↓↓↓
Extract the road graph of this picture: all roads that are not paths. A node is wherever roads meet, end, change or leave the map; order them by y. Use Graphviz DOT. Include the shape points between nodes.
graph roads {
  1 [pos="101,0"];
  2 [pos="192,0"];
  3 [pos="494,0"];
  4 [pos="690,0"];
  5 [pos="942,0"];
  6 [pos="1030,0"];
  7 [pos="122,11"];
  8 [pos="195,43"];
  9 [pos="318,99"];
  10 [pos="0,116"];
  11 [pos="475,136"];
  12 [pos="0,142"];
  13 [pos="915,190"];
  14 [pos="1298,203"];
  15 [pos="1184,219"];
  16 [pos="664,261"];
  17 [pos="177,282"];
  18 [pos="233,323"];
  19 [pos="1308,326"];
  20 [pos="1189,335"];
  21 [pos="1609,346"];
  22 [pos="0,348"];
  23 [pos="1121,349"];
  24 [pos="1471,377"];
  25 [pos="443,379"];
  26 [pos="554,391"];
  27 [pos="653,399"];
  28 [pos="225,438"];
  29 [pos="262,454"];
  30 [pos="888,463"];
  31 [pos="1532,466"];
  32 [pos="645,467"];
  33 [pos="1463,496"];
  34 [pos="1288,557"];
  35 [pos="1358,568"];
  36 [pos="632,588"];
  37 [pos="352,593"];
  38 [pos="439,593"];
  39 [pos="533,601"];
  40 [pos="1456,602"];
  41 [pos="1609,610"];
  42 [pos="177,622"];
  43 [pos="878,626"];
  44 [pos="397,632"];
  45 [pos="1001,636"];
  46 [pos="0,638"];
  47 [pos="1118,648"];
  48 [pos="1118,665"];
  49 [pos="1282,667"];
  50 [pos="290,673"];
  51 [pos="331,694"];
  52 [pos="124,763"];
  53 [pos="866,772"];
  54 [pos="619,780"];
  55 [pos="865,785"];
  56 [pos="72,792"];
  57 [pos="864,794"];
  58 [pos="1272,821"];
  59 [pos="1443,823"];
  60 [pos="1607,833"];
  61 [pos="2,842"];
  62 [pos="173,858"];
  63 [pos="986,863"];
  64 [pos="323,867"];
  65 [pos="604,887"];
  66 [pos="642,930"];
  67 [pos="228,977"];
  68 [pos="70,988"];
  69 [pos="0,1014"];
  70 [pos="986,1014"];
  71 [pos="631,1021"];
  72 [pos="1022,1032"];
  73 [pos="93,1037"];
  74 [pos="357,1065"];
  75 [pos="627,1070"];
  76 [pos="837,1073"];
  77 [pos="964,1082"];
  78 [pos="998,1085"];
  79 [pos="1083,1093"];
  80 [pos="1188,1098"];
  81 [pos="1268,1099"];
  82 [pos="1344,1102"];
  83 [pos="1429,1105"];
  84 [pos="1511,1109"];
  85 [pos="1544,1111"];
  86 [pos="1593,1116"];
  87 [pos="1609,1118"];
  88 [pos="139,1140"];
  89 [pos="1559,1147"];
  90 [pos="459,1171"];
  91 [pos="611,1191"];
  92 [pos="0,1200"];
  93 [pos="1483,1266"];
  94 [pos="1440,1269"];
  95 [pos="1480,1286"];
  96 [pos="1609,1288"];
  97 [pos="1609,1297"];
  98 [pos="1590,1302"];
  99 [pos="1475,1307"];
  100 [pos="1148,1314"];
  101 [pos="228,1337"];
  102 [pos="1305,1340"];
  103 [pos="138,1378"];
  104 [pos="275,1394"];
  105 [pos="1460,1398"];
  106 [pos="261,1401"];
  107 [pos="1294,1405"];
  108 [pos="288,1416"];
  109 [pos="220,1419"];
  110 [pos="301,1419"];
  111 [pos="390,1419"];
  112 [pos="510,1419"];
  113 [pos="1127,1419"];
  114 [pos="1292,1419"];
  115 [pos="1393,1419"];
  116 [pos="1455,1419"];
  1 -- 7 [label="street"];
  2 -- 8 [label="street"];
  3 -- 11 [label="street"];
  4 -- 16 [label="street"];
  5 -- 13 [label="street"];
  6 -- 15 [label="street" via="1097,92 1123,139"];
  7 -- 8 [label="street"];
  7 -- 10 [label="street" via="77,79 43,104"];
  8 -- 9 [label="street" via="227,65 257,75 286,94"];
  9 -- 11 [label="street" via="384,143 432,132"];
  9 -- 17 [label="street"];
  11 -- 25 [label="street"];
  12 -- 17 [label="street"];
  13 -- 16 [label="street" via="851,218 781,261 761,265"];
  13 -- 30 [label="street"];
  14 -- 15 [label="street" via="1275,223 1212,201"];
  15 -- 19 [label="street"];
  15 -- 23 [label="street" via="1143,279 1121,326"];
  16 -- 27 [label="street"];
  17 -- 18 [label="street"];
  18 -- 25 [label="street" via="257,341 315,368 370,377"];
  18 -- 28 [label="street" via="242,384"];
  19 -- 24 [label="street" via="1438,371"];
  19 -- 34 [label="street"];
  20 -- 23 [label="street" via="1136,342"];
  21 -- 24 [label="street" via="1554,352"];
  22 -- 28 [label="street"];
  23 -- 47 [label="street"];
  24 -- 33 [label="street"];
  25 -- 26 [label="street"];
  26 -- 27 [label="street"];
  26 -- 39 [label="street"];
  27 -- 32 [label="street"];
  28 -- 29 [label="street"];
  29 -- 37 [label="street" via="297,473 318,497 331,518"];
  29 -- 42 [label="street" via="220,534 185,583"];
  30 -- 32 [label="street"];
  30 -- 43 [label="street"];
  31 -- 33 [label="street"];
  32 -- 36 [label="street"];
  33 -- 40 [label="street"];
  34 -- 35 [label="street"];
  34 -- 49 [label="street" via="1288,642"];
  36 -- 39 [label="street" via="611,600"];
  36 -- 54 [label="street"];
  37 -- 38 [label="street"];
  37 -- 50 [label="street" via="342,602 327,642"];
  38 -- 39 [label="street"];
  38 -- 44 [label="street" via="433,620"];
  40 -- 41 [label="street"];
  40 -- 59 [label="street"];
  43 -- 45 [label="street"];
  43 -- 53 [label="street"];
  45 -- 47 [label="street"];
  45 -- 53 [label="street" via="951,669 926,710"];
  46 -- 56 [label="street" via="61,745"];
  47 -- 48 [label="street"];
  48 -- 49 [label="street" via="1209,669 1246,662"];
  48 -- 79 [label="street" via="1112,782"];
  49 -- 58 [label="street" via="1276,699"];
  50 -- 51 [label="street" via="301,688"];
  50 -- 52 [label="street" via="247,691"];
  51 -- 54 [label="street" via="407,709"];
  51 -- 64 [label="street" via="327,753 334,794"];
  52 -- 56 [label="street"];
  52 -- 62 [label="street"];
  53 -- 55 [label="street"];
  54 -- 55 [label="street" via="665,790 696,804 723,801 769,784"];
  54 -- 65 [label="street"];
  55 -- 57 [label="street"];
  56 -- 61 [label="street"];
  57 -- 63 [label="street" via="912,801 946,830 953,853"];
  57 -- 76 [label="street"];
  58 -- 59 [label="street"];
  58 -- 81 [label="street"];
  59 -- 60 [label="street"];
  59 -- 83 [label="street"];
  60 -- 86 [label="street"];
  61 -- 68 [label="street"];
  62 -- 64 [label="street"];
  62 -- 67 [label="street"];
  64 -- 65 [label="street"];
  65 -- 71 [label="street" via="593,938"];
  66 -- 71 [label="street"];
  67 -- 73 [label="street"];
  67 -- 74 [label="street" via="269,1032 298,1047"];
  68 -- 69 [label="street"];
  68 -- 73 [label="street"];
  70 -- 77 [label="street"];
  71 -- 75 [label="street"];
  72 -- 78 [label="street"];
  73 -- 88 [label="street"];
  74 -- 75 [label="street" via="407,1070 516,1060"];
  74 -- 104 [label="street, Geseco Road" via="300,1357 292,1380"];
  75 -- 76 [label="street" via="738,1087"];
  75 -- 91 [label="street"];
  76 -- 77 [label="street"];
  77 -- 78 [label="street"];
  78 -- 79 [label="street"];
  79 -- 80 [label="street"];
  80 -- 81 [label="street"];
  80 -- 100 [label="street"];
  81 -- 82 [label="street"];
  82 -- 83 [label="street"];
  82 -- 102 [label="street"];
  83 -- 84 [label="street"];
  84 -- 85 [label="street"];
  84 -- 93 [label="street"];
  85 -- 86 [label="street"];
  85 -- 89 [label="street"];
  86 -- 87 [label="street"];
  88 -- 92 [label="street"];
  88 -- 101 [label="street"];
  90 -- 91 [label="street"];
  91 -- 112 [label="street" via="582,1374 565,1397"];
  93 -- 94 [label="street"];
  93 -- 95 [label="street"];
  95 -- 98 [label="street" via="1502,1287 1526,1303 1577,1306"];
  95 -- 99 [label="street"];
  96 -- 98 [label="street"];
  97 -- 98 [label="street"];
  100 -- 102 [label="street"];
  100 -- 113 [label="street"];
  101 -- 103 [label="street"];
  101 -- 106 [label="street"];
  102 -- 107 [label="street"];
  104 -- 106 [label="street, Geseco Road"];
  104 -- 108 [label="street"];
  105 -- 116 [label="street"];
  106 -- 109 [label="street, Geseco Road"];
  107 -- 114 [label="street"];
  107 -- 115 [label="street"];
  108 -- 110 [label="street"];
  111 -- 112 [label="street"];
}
↑↑↑
(Task to carry out):
Each line of the material above that holds "graph" counts once; give the total and nothing else.

(Written solution):
2